# Work request:
Below are the records; retype them exactly and omit each picture.

[Excerpts from a dataset]
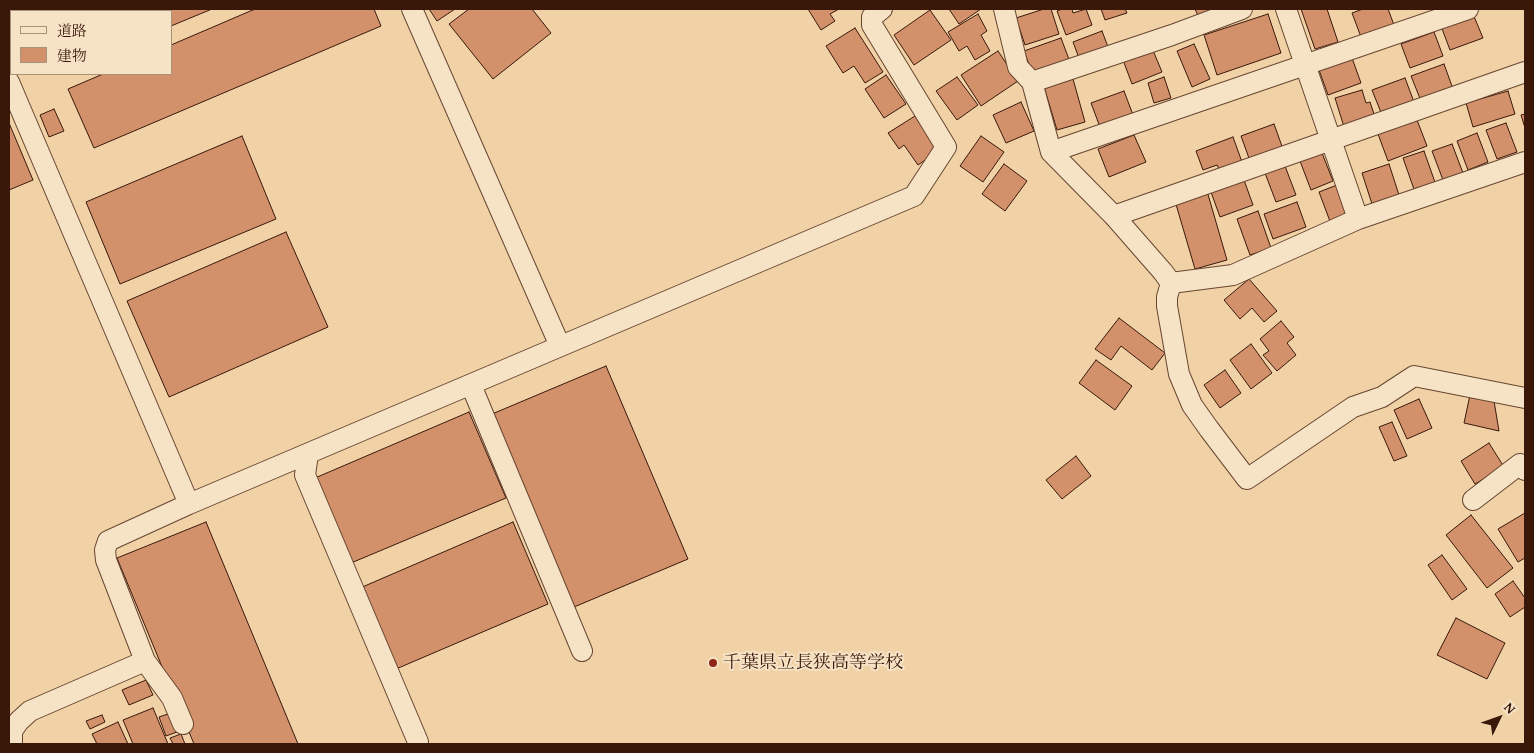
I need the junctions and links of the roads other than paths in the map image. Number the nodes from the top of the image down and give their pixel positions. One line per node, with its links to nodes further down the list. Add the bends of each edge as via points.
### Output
1 (412, 9): 17 (street)
2 (882, 9): 17 (street, via 872,17 872,25 946,147 914,196)
3 (1006, 9): 10 (street, via 1018,67)
4 (1242, 9): 10 (street)
5 (1286, 9): 7 (street)
6 (1468, 9): 7 (street)
7 (1305, 66): 11 (street); 12 (street)
8 (1525, 72): 11 (street)
9 (9, 82): 23 (street)
10 (1032, 82): 12 (street)
11 (1331, 140): 14 (street); 15 (street)
12 (1051, 152): 14 (street)
13 (1525, 162): 15 (street)
14 (1114, 216): 16 (street)
15 (1358, 219): 16 (street, via 1233,275)
16 (1171, 283): 19 (street, via 1167,306 1179,374 1192,405 1247,479 1353,407 1382,397 1414,376)
17 (560, 346): 18 (street)
18 (471, 385): 20 (street); 24 (street)
19 (1525, 398)
20 (308, 454): 23 (street); 27 (street, via 305,475)
21 (1525, 470): 22 (street, via 1520,464)
22 (1473, 500)
23 (189, 504): 25 (street, via 108,541 104,550)
24 (582, 651)
25 (145, 661): 26 (street, via 172,698); 28 (street, via 30,711 12,731)
26 (183, 724)
27 (418, 742)
28 (12, 744)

# Finished task:
I need the junctions and links of the roads other than paths in the map image. Number the nodes from the top of the image down and give their pixel positions. One line per node, with its links to nodes further down the list. Add the bends of each edge as via points.
### Output
1 (412, 9): 17 (street)
2 (882, 9): 17 (street, via 872,17 872,25 946,147 914,196)
3 (1006, 9): 10 (street, via 1018,67)
4 (1242, 9): 10 (street)
5 (1286, 9): 7 (street)
6 (1468, 9): 7 (street)
7 (1305, 66): 11 (street); 12 (street)
8 (1525, 72): 11 (street)
9 (9, 82): 23 (street)
10 (1032, 82): 12 (street)
11 (1331, 140): 14 (street); 15 (street)
12 (1051, 152): 14 (street)
13 (1525, 162): 15 (street)
14 (1114, 216): 16 (street)
15 (1358, 219): 16 (street, via 1233,275)
16 (1171, 283): 19 (street, via 1167,306 1179,374 1192,405 1247,479 1353,407 1382,397 1414,376)
17 (560, 346): 18 (street)
18 (471, 385): 20 (street); 24 (street)
19 (1525, 398)
20 (308, 454): 23 (street); 27 (street, via 305,475)
21 (1525, 470): 22 (street, via 1520,464)
22 (1473, 500)
23 (189, 504): 25 (street, via 108,541 104,550)
24 (582, 651)
25 (145, 661): 26 (street, via 172,698); 28 (street, via 30,711 12,731)
26 (183, 724)
27 (418, 742)
28 (12, 744)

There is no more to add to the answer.